Re: Better, consistent instrumentation for postgreSQL using a similar API as Oracle

Julien Rouhaud <rjuju123@xxxxxxxxx> · Fri, 8 Oct 2021 23:59:03 +0800

On Fri, Oct 8, 2021 at 11:40 PM Bruce Momjian <bruce@xxxxxxxxxx> wrote:
>
> On Fri, Oct  8, 2021 at 05:28:37PM +0200, Thomas Kellerer wrote:
> >
> > We typically use the AWR reports as a post-mortem analysis tool if
> > something goes wrong in our application (=customer specific projects)
> >
> > E.g. if there was a slowdown "last monday" or "saving something took minutes yesterday morning",
> > then we usually request an AWR report from the time span in question. Quite frequently
> > this already reveals the culprit.
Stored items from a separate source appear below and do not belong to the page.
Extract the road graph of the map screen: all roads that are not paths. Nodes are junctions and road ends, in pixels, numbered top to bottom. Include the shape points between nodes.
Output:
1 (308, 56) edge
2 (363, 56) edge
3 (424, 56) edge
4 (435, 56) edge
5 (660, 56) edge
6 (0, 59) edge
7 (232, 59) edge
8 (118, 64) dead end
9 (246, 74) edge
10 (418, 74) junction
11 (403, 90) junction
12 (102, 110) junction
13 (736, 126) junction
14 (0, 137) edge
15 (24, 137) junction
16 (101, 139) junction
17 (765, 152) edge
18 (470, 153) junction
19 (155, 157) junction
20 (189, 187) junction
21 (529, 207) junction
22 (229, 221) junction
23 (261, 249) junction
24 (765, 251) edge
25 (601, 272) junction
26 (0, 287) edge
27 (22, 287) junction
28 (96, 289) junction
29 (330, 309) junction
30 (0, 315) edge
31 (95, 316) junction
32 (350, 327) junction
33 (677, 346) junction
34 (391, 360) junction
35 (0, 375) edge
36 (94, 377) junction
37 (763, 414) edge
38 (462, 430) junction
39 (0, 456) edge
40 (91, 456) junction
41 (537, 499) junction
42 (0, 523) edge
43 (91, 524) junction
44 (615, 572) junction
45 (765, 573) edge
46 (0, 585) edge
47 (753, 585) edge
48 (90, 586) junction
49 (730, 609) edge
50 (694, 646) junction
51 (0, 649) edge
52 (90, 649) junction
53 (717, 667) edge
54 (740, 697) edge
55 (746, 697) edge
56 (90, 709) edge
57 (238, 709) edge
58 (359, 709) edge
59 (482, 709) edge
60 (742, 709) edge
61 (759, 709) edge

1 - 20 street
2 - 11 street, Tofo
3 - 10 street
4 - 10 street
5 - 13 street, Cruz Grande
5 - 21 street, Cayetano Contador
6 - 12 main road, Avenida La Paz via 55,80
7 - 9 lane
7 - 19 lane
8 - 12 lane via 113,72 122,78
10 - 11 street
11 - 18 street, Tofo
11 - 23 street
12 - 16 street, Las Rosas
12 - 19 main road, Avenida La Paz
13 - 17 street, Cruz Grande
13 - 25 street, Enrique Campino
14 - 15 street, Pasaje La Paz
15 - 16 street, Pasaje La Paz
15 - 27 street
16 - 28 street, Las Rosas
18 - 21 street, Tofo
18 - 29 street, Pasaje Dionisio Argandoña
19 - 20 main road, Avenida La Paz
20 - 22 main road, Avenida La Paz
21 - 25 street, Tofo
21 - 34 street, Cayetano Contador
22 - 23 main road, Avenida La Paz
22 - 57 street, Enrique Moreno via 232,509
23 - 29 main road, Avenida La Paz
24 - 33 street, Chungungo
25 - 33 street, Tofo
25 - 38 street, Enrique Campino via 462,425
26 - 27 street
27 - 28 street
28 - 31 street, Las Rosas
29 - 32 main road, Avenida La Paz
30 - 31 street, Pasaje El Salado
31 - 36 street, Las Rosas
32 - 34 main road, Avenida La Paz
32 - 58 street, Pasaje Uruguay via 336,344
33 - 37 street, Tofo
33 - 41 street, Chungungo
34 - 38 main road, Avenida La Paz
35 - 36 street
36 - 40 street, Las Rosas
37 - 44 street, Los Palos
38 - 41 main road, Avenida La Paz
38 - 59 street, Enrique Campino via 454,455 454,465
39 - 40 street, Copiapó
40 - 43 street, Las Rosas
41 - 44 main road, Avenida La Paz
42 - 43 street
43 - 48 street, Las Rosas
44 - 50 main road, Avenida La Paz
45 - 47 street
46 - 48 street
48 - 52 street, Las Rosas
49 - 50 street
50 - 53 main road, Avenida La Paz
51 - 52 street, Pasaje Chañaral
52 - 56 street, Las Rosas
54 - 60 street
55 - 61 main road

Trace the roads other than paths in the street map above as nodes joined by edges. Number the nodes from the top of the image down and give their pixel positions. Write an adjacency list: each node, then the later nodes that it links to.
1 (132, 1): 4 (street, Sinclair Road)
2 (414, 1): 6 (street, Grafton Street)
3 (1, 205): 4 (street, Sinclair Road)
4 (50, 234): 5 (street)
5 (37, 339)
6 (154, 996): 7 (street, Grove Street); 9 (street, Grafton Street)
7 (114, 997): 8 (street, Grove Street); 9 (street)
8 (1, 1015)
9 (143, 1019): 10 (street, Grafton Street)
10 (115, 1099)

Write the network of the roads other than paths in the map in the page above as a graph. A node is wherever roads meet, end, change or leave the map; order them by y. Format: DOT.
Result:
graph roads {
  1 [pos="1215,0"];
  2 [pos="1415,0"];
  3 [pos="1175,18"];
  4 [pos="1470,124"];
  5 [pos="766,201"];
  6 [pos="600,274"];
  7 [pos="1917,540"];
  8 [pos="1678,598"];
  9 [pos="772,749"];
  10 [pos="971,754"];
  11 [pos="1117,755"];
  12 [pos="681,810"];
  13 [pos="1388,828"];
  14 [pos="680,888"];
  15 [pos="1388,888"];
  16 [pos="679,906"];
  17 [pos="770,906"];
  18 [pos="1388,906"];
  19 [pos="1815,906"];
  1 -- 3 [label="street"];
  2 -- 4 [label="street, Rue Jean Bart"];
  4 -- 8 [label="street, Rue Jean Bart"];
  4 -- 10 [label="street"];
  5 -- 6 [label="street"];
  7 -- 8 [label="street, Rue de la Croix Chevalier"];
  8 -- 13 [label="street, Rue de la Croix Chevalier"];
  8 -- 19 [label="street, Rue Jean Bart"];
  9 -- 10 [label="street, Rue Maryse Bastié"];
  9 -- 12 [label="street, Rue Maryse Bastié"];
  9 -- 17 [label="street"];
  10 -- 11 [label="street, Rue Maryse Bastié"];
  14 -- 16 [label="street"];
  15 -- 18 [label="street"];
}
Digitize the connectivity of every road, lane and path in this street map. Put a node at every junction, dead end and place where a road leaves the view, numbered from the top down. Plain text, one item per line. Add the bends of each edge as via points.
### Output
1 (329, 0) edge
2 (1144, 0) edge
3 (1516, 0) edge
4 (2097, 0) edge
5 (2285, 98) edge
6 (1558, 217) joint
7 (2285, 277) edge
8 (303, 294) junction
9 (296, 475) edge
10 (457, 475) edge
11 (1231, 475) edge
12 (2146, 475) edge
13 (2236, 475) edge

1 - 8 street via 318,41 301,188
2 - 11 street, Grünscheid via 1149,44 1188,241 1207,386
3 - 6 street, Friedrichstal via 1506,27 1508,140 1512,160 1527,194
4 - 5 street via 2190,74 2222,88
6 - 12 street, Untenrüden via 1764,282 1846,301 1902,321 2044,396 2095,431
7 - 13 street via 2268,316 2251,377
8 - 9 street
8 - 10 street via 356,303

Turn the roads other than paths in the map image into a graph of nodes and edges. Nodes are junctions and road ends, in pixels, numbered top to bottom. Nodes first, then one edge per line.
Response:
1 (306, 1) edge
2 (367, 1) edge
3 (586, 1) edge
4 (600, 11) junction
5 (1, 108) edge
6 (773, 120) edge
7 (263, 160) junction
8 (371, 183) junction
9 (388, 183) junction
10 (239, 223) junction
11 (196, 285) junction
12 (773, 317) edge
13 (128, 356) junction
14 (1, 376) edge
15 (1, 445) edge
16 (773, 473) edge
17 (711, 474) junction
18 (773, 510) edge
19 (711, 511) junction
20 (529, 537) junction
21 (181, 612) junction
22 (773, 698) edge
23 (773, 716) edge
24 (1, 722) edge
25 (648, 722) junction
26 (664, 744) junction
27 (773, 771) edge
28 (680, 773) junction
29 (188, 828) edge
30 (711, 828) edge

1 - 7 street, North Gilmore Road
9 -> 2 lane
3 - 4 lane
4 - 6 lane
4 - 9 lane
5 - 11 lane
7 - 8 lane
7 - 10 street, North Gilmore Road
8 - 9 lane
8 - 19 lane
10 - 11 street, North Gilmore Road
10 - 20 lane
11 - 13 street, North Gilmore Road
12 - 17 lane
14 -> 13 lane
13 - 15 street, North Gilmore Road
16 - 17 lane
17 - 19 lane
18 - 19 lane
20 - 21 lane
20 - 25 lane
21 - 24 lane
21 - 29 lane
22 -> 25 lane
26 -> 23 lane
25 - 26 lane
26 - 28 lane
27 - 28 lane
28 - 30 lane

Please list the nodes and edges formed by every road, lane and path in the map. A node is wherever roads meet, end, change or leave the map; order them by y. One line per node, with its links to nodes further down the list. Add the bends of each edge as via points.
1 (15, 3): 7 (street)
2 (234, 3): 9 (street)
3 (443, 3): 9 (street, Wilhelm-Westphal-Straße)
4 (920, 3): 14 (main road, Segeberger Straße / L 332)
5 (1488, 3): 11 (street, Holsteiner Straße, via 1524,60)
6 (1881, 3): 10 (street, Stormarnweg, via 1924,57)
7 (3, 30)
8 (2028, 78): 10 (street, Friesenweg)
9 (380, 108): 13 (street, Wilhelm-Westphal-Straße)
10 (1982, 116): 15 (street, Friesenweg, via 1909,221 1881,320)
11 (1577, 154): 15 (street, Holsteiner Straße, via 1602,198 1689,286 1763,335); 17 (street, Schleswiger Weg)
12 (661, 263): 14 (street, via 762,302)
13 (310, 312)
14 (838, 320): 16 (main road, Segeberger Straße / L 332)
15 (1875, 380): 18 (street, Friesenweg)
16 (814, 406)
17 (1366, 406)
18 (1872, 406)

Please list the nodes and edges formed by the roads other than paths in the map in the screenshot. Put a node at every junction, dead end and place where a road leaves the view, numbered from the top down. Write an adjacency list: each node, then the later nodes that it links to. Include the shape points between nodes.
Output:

If not, we ask them to poke in more detail into v$session_history.
> >
> > So in our case it's not really used for active monitoring, but for
> > finding the root cause after the fact.
> >
> > I don't know how representative this usage is though.
>
> OK, that's a good usecase, and something that certainly would apply to
> Postgres.  Don't you often need more than just wait events to find the
> cause, like system memory usage, total I/O, etc?

You usually need a variety of metrics to be able to find what is
actually causing $random_incident, so the more you can aggregate in
your performance tool the better.  Wait events are an important piece
of that puzzle.

As a quick example for wait events, I recently had to diagnose some
performance issue, which turned out to be some process reaching the 64
subtransactions with the well known consequences.  I had
pg_wait_sampling aggregated metrics available so it was really easy to
know that the slowdown was due to that.  Knowing what application
exactly reached those 64 subtransactions is another story.